**Action item**
Go through the data and copy each line that holds "middle".

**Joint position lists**
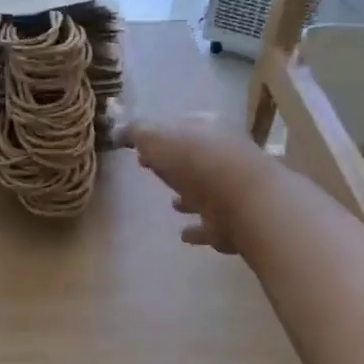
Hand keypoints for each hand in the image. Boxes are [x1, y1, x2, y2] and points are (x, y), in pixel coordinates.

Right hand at [124, 116, 277, 254]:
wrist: (244, 201)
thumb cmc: (197, 162)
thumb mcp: (157, 137)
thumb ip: (137, 132)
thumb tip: (119, 132)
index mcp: (207, 131)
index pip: (182, 128)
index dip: (161, 136)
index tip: (140, 149)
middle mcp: (224, 157)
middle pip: (195, 159)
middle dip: (177, 164)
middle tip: (153, 171)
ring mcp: (233, 191)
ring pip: (207, 192)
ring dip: (190, 197)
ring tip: (173, 204)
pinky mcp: (236, 224)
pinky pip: (212, 225)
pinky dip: (199, 229)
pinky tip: (185, 235)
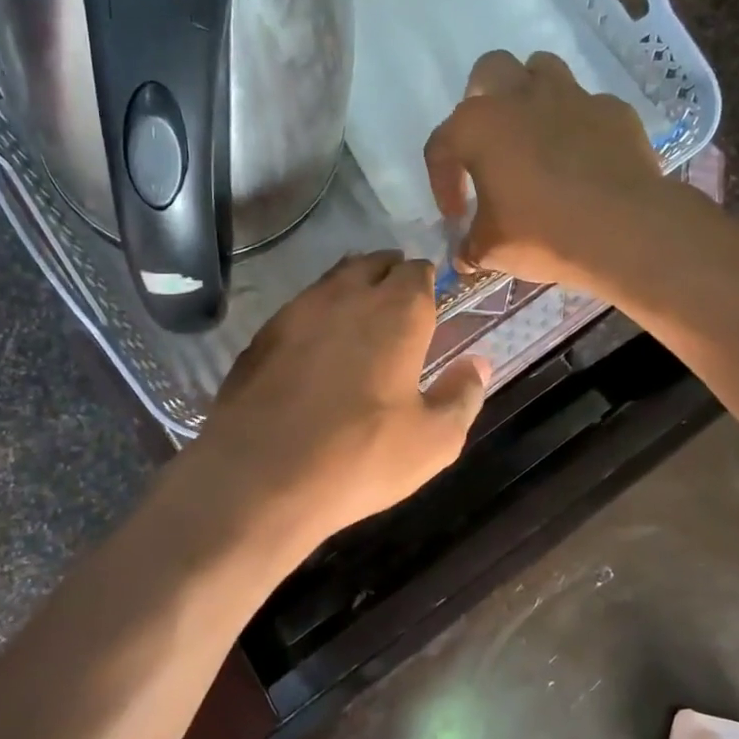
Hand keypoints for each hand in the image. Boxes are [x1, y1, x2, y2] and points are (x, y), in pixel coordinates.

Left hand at [185, 253, 487, 560]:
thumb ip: (462, 395)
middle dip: (391, 273)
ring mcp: (299, 309)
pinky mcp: (263, 333)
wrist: (259, 475)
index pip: (417, 272)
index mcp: (397, 312)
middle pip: (374, 264)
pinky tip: (317, 342)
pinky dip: (317, 312)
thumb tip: (479, 364)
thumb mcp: (433, 440)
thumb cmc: (360, 456)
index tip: (431, 297)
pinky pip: (301, 306)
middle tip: (399, 299)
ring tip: (361, 312)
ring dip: (353, 286)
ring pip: (334, 278)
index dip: (426, 280)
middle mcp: (348, 295)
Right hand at [424, 51, 665, 291]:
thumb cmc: (543, 234)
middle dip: (482, 100)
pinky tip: (582, 158)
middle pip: (489, 71)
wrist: (625, 230)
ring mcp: (572, 97)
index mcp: (478, 127)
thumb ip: (470, 245)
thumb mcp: (492, 250)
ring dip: (531, 95)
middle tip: (489, 143)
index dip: (442, 182)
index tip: (457, 216)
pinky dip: (578, 125)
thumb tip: (464, 254)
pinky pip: (588, 106)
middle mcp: (521, 97)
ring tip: (534, 135)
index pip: (441, 145)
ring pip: (542, 70)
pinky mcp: (613, 111)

**Task result**
middle mcp: (224, 157)
middle pip: (195, 159)
middle dip: (177, 164)
middle tip: (153, 171)
middle dip: (391, 273)
middle pip: (374, 264)
middle tip: (399, 299)
middle mcp: (348, 295)
middle dip: (482, 100)
middle pip: (489, 71)
middle tip: (489, 143)
middle mcp: (521, 97)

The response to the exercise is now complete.